How many lines of the records below contain the word "view"? Answer with the number alone.

SUPPLIED RECORDS:
-------------------------

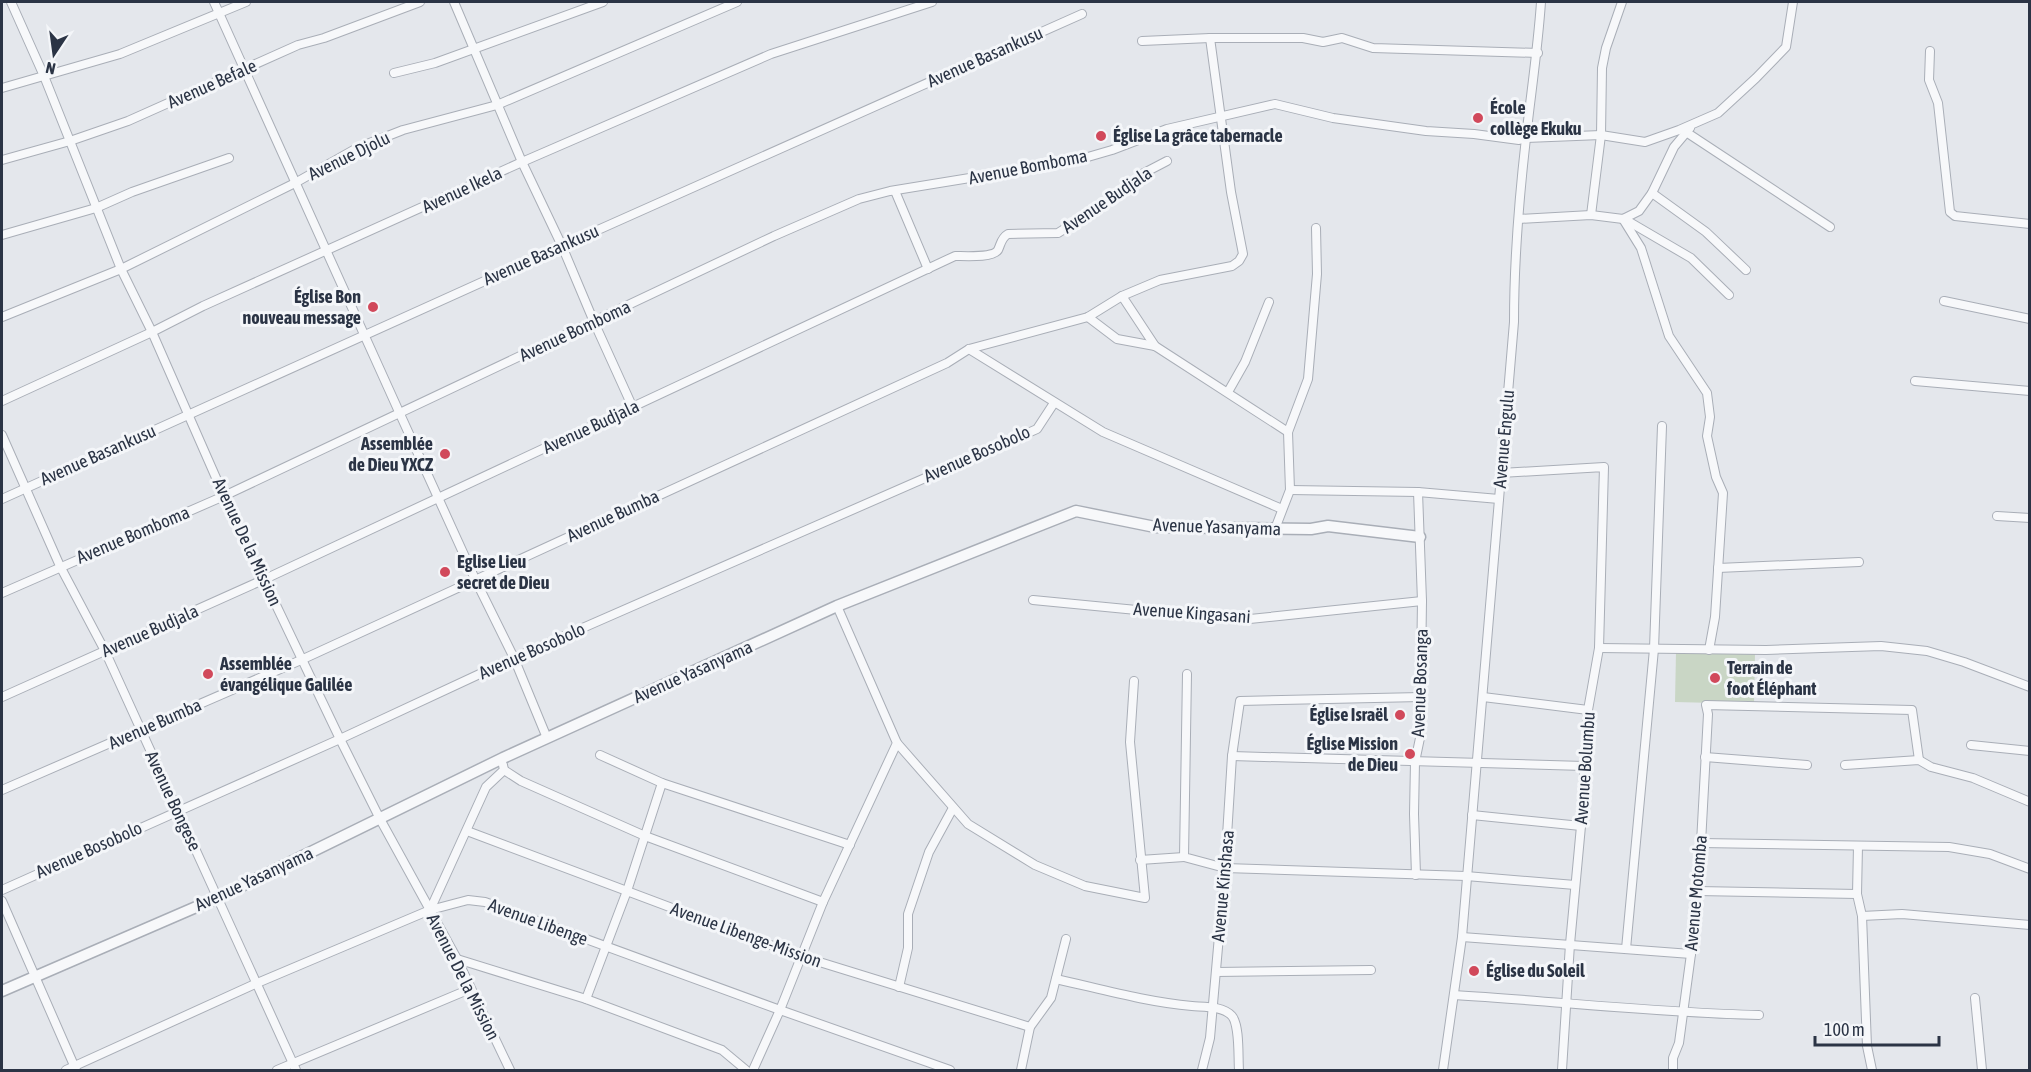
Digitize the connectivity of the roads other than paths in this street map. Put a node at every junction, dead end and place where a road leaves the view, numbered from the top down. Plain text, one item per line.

-------------------------

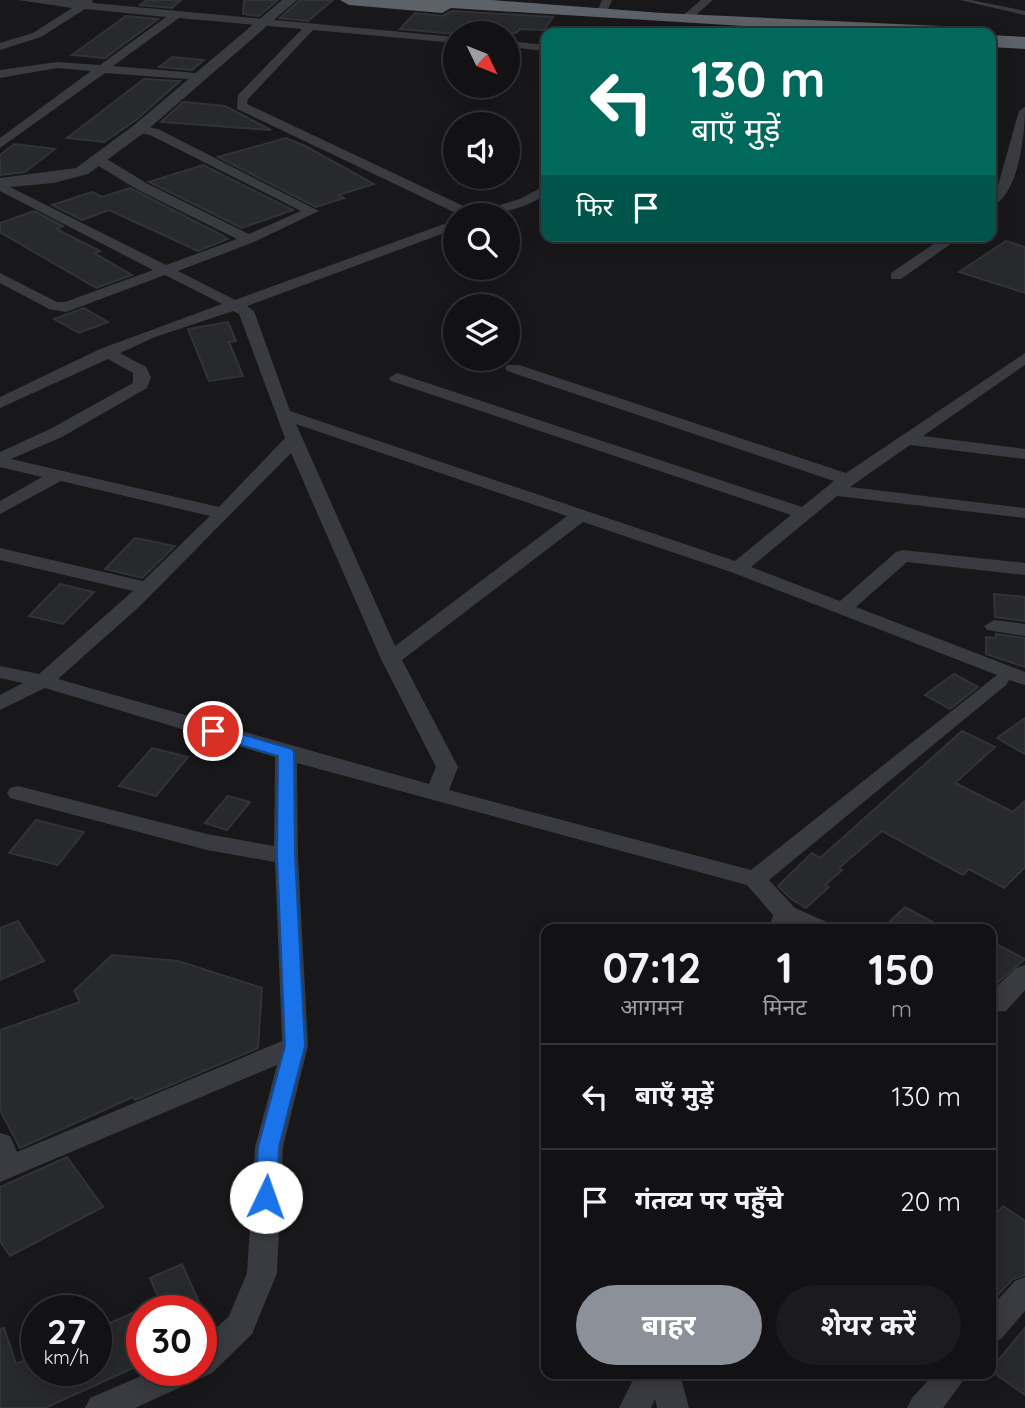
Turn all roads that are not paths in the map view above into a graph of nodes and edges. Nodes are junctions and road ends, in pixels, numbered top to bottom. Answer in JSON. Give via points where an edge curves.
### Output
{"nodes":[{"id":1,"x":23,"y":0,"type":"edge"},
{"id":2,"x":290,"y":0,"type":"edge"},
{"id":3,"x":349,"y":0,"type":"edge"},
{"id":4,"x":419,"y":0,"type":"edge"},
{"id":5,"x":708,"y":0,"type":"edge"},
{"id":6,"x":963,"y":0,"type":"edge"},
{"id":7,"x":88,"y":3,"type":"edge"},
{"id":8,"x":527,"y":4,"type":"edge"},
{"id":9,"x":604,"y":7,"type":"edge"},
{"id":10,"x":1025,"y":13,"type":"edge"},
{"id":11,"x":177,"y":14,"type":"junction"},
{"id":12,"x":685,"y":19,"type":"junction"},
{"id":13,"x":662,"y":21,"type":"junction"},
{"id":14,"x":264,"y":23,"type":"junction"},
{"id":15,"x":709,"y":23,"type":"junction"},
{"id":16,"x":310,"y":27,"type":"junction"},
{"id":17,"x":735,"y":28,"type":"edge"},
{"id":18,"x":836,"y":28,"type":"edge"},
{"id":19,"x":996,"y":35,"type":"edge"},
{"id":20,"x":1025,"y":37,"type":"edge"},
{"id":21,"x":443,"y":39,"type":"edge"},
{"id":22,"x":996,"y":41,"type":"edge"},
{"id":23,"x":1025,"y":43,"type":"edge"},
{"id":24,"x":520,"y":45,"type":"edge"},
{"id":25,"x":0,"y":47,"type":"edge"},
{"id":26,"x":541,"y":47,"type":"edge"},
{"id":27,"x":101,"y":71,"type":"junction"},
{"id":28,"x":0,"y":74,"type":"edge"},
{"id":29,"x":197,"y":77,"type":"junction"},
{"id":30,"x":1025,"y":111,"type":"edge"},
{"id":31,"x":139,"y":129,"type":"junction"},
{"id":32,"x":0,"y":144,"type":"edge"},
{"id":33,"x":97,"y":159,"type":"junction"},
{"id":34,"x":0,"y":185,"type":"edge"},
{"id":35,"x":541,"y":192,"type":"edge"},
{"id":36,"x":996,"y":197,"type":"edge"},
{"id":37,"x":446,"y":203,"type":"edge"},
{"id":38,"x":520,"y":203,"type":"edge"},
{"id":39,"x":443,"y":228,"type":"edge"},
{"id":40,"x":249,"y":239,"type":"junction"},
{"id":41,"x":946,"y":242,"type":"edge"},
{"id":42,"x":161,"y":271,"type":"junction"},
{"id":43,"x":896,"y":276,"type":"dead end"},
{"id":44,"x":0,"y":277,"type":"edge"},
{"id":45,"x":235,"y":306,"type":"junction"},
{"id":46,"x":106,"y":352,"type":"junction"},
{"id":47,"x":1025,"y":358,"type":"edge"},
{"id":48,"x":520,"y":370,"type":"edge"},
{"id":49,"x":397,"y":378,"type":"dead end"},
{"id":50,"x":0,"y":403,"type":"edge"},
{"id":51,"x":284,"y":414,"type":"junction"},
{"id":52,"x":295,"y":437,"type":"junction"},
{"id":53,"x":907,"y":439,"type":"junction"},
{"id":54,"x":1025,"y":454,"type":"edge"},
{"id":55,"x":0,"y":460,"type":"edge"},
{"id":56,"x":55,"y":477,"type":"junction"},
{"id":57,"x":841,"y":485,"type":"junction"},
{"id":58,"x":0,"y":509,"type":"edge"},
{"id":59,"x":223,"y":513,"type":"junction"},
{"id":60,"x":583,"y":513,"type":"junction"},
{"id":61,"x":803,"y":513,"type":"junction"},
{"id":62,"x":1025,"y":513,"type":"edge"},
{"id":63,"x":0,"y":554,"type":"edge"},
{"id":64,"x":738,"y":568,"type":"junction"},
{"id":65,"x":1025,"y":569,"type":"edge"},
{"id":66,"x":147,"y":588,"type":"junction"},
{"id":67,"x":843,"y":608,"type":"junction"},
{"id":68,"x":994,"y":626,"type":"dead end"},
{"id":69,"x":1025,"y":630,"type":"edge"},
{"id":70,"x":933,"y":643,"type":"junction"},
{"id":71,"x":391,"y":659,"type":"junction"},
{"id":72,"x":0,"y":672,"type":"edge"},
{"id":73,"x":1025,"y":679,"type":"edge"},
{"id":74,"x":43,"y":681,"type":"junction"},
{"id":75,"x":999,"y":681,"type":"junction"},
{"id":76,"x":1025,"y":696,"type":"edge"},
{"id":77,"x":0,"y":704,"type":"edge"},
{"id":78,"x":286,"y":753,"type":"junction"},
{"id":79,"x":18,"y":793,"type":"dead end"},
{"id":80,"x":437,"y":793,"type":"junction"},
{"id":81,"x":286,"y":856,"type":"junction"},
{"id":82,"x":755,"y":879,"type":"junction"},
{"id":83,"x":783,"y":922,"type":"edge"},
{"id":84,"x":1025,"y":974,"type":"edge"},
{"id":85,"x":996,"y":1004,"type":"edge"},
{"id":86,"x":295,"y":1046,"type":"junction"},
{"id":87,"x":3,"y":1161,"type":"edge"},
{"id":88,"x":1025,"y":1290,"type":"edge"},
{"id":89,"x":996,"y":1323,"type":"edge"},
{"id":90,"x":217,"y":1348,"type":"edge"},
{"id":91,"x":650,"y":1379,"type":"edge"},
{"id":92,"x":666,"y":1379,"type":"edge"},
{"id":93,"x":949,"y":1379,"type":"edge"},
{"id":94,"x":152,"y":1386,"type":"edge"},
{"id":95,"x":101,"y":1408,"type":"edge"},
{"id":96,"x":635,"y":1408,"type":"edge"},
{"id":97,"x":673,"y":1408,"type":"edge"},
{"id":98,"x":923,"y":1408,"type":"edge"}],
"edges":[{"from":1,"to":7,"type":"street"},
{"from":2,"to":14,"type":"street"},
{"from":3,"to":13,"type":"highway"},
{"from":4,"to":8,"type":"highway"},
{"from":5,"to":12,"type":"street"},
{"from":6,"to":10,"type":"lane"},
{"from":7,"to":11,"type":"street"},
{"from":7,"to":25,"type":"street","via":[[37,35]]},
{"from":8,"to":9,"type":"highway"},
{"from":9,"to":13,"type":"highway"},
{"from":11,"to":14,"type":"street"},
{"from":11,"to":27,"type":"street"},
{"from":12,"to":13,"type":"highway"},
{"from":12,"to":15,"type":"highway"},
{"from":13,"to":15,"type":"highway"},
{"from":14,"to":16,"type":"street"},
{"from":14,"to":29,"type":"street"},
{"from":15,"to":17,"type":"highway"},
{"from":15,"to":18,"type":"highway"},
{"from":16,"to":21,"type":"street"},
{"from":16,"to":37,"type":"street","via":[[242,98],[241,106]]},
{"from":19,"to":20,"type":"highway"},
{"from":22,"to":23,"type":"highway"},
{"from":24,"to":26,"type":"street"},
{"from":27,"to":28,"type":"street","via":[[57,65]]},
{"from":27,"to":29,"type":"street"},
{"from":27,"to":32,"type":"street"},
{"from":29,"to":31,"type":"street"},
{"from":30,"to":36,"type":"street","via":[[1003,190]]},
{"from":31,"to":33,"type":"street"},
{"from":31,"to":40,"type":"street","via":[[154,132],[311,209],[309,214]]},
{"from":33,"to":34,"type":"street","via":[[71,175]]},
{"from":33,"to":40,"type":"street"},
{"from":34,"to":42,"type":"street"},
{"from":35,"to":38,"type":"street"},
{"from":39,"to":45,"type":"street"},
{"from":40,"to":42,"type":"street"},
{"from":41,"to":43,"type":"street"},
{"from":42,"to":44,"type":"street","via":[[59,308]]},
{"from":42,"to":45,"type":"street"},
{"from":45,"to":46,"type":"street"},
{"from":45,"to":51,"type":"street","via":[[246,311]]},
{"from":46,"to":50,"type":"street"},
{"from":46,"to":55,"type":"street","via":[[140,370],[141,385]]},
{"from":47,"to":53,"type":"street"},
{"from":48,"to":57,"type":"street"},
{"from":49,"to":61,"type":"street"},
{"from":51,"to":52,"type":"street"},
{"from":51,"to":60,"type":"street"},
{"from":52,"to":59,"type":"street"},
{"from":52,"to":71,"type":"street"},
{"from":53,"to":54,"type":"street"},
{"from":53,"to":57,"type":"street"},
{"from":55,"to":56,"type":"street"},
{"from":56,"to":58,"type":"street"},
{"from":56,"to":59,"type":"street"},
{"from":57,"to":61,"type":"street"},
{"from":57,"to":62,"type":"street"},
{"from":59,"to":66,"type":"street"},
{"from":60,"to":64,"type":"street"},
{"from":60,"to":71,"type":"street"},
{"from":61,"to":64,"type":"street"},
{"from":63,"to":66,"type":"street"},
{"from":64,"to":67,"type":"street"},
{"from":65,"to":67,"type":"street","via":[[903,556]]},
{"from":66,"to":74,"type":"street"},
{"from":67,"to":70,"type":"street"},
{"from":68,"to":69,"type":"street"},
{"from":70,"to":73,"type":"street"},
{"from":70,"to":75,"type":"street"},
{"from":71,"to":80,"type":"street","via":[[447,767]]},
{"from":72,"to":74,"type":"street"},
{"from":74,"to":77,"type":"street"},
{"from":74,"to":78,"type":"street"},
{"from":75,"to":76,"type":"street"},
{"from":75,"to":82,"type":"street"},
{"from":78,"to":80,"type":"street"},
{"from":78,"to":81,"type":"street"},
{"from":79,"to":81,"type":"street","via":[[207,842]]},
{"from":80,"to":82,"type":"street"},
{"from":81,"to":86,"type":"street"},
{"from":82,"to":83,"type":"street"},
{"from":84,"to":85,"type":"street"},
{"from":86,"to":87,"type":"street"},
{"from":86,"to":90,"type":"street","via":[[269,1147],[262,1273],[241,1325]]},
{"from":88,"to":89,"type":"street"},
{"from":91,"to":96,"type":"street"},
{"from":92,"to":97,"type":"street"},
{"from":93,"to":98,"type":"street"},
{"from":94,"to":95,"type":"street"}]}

-------------------------

RESPONSE TO THE TASK: 2